Sound like a little bit of heaven? It’s called The Sportsman’s Church, and it meets every Sunday night in Victoria, Texas, 125 miles southwest of Houston.

Bring your bible – and your fishing pole.

The founder of Sportsman’s church is Glen Dry. He was working part time on a church staff when an idea hit him: start a church that targets the camo crowd.

Glen already had numerous irons in the fire. He’s a busy father to 3 active kids. Starting a church was the last thing he wanted to do.

“I didn’t want to be a church planter, but I’ve learned that obedience is a lot better than misery,” Dry said.

The Sportsman’s Church launched February 3, 2013. The church meets on Sunday nights so outdoorsmen have the weekend free to do what they love.

“It’s gospel centered, relationship centered and also very man-centered,” Dry said.

In just 14 months the church has grown from a handful of worshippers to more than 100 in regular attendance.

Attendance varies depending on the weather — because the church has no walls. The worshippers gather under a pavilion – whether it’s 40 degrees or 100 degrees.  “The good thing about this is I’ve got a church of people who want to be there,” Dry says.

Worshippers start to assemble at 5 p.m. Sunday on a party deck. The church provides snacks and soft drinks. The band starts playing a little after 5. Then Glen shares a hunting story or a testimony. Hunters and fishermen are allowed to share their stories (thou shalt not lie!).

Glen shares a short message (15-20 minutes). The service (or Bonfire, as it’s called) wraps up a little after 6 pm, but hardly anyone goes home. Instead, they gather around campfires and visit until dark. “If we kept the lights on they’d probably stay all night,” Dry said.
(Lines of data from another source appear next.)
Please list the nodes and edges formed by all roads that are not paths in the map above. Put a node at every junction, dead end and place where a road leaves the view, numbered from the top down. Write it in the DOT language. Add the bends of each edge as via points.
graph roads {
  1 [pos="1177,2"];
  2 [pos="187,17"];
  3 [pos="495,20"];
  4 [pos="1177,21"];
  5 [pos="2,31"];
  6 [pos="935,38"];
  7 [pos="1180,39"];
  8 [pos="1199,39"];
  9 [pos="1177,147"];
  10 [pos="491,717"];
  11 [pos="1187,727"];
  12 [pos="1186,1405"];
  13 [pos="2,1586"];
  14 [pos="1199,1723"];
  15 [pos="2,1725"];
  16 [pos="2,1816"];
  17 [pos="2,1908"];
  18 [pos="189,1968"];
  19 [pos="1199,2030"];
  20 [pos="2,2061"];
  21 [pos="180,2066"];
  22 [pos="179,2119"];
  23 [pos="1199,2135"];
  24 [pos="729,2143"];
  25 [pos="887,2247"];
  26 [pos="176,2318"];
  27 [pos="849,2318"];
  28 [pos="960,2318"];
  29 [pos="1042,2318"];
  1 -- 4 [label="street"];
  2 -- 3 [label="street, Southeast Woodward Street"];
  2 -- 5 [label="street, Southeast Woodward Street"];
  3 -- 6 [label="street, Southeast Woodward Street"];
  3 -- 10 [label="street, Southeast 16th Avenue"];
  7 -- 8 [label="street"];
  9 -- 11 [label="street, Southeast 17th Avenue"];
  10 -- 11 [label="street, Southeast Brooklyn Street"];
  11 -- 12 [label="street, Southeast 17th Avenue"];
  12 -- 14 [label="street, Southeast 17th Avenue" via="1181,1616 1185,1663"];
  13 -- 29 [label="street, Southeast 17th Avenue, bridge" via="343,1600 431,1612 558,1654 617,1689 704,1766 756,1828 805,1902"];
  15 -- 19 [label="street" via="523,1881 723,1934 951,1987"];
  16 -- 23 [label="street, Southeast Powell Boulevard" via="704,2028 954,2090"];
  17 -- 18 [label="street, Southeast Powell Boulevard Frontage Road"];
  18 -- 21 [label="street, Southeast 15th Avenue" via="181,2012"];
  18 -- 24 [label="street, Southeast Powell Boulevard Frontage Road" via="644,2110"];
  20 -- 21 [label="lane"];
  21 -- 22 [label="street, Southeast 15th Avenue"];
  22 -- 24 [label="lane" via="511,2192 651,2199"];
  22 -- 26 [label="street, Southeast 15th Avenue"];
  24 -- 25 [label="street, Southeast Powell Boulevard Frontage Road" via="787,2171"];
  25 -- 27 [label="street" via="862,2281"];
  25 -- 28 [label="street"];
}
“It’s exciting to see people coming to church not just for a show, but they are coming for the relationships, and I believe, to experience God in those relationships,” Dry said.

The church is hoping to keep meeting outdoors, but they are looking at an indoor option for the coldest winter days. Even if they do eventually move indoors, they’re looking for a light, airy facility where they can bring the outdoors in.

One of the great strengths of the Sportsman’s church model is how inexpensive it is. There’s no building to rent. Glen owns the lot where the church meets – and he doesn’t take a salary from the church. “There is hardly any overhead in this church,” Dry said. The congregation has grown without much advertising because it offers such a unique approach. Sportsmen are a tight community who are used to doing things together, so they’re not shy about inviting their friends.

The church offers Camo Kids on Wednesday nights, and Critter Care for babies. The Student ministry is known as “Wild Life.” They blow stuff up, shoot arrows into targets and draw Biblical lessons from the outdoors. In addition, the church offers midweek small groups called Campfires.

Every week Dry has men coming up to him, saying, “This is what’s been missing in my life. I can relax in this environment and be a man and bring my family.”

“I’m baptizing guys I’d have never dreamed I’d see in church,” Dry said. “They don’t fit into the traditional church culture America has created. So this is just a great option for them.”